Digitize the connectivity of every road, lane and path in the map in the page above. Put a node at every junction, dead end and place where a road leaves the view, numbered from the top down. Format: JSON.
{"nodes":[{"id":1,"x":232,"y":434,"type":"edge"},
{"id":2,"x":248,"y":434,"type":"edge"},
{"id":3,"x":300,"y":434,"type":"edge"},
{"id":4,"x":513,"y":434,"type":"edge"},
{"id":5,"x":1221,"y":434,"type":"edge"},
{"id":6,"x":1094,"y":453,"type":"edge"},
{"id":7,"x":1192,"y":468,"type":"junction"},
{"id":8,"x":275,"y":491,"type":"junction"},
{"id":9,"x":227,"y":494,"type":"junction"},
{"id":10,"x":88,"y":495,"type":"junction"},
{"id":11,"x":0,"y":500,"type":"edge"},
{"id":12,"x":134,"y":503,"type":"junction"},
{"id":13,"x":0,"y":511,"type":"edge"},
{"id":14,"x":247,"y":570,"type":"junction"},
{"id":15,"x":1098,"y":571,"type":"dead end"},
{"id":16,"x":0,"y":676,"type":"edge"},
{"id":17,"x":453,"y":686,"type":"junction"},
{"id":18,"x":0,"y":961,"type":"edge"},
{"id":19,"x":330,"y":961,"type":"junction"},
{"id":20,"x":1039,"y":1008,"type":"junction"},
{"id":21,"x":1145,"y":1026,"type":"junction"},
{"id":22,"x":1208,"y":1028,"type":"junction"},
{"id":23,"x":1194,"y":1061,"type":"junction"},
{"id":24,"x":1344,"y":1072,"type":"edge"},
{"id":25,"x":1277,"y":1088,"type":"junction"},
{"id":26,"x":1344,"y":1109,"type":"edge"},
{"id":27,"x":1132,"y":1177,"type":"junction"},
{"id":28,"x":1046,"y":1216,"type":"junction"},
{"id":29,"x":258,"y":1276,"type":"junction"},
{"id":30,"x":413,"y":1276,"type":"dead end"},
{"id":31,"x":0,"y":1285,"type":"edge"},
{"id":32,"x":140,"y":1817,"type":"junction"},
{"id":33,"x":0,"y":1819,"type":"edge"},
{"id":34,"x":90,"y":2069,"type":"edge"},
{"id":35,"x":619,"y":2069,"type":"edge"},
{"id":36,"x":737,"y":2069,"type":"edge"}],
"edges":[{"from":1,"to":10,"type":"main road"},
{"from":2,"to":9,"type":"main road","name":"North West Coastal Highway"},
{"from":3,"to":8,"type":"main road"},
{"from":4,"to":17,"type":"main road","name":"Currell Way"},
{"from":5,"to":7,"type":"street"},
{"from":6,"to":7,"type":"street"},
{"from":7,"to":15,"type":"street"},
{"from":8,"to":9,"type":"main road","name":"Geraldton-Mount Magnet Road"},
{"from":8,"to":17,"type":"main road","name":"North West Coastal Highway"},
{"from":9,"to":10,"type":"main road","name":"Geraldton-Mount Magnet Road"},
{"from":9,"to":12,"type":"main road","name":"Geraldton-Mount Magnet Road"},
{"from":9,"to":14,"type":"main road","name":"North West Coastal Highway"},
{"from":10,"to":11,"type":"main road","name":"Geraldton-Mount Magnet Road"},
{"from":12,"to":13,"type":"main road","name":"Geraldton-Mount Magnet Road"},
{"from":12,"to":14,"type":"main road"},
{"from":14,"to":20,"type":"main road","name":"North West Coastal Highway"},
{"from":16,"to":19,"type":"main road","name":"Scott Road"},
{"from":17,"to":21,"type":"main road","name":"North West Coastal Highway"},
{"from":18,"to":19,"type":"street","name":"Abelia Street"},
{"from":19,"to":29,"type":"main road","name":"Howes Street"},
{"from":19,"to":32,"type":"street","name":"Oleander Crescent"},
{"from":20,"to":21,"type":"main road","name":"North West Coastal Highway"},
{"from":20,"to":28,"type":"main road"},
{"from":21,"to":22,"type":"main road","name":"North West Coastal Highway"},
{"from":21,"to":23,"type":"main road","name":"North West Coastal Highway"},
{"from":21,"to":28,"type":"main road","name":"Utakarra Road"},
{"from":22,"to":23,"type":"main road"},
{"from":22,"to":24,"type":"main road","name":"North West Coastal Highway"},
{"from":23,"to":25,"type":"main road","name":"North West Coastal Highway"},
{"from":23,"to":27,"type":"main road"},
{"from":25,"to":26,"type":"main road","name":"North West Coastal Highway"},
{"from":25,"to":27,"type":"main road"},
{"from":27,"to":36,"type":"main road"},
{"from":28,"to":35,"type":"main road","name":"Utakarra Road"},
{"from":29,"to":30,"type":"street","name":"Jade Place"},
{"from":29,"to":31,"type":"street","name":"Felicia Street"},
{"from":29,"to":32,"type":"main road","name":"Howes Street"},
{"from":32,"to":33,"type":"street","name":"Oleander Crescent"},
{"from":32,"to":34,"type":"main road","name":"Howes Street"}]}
________
(How to complete this task):
Return the records in their entirety. Keep every character as it is.

(Answer):
Digitize the connectivity of every road, lane and path in the map in the page above. Put a node at every junction, dead end and place where a road leaves the view, numbered from the top down. Format: JSON.
{"nodes":[{"id":1,"x":232,"y":434,"type":"edge"},
{"id":2,"x":248,"y":434,"type":"edge"},
{"id":3,"x":300,"y":434,"type":"edge"},
{"id":4,"x":513,"y":434,"type":"edge"},
{"id":5,"x":1221,"y":434,"type":"edge"},
{"id":6,"x":1094,"y":453,"type":"edge"},
{"id":7,"x":1192,"y":468,"type":"junction"},
{"id":8,"x":275,"y":491,"type":"junction"},
{"id":9,"x":227,"y":494,"type":"junction"},
{"id":10,"x":88,"y":495,"type":"junction"},
{"id":11,"x":0,"y":500,"type":"edge"},
{"id":12,"x":134,"y":503,"type":"junction"},
{"id":13,"x":0,"y":511,"type":"edge"},
{"id":14,"x":247,"y":570,"type":"junction"},
{"id":15,"x":1098,"y":571,"type":"dead end"},
{"id":16,"x":0,"y":676,"type":"edge"},
{"id":17,"x":453,"y":686,"type":"junction"},
{"id":18,"x":0,"y":961,"type":"edge"},
{"id":19,"x":330,"y":961,"type":"junction"},
{"id":20,"x":1039,"y":1008,"type":"junction"},
{"id":21,"x":1145,"y":1026,"type":"junction"},
{"id":22,"x":1208,"y":1028,"type":"junction"},
{"id":23,"x":1194,"y":1061,"type":"junction"},
{"id":24,"x":1344,"y":1072,"type":"edge"},
{"id":25,"x":1277,"y":1088,"type":"junction"},
{"id":26,"x":1344,"y":1109,"type":"edge"},
{"id":27,"x":1132,"y":1177,"type":"junction"},
{"id":28,"x":1046,"y":1216,"type":"junction"},
{"id":29,"x":258,"y":1276,"type":"junction"},
{"id":30,"x":413,"y":1276,"type":"dead end"},
{"id":31,"x":0,"y":1285,"type":"edge"},
{"id":32,"x":140,"y":1817,"type":"junction"},
{"id":33,"x":0,"y":1819,"type":"edge"},
{"id":34,"x":90,"y":2069,"type":"edge"},
{"id":35,"x":619,"y":2069,"type":"edge"},
{"id":36,"x":737,"y":2069,"type":"edge"}],
"edges":[{"from":1,"to":10,"type":"main road"},
{"from":2,"to":9,"type":"main road","name":"North West Coastal Highway"},
{"from":3,"to":8,"type":"main road"},
{"from":4,"to":17,"type":"main road","name":"Currell Way"},
{"from":5,"to":7,"type":"street"},
{"from":6,"to":7,"type":"street"},
{"from":7,"to":15,"type":"street"},
{"from":8,"to":9,"type":"main road","name":"Geraldton-Mount Magnet Road"},
{"from":8,"to":17,"type":"main road","name":"North West Coastal Highway"},
{"from":9,"to":10,"type":"main road","name":"Geraldton-Mount Magnet Road"},
{"from":9,"to":12,"type":"main road","name":"Geraldton-Mount Magnet Road"},
{"from":9,"to":14,"type":"main road","name":"North West Coastal Highway"},
{"from":10,"to":11,"type":"main road","name":"Geraldton-Mount Magnet Road"},
{"from":12,"to":13,"type":"main road","name":"Geraldton-Mount Magnet Road"},
{"from":12,"to":14,"type":"main road"},
{"from":14,"to":20,"type":"main road","name":"North West Coastal Highway"},
{"from":16,"to":19,"type":"main road","name":"Scott Road"},
{"from":17,"to":21,"type":"main road","name":"North West Coastal Highway"},
{"from":18,"to":19,"type":"street","name":"Abelia Street"},
{"from":19,"to":29,"type":"main road","name":"Howes Street"},
{"from":19,"to":32,"type":"street","name":"Oleander Crescent"},
{"from":20,"to":21,"type":"main road","name":"North West Coastal Highway"},
{"from":20,"to":28,"type":"main road"},
{"from":21,"to":22,"type":"main road","name":"North West Coastal Highway"},
{"from":21,"to":23,"type":"main road","name":"North West Coastal Highway"},
{"from":21,"to":28,"type":"main road","name":"Utakarra Road"},
{"from":22,"to":23,"type":"main road"},
{"from":22,"to":24,"type":"main road","name":"North West Coastal Highway"},
{"from":23,"to":25,"type":"main road","name":"North West Coastal Highway"},
{"from":23,"to":27,"type":"main road"},
{"from":25,"to":26,"type":"main road","name":"North West Coastal Highway"},
{"from":25,"to":27,"type":"main road"},
{"from":27,"to":36,"type":"main road"},
{"from":28,"to":35,"type":"main road","name":"Utakarra Road"},
{"from":29,"to":30,"type":"street","name":"Jade Place"},
{"from":29,"to":31,"type":"street","name":"Felicia Street"},
{"from":29,"to":32,"type":"main road","name":"Howes Street"},
{"from":32,"to":33,"type":"street","name":"Oleander Crescent"},
{"from":32,"to":34,"type":"main road","name":"Howes Street"}]}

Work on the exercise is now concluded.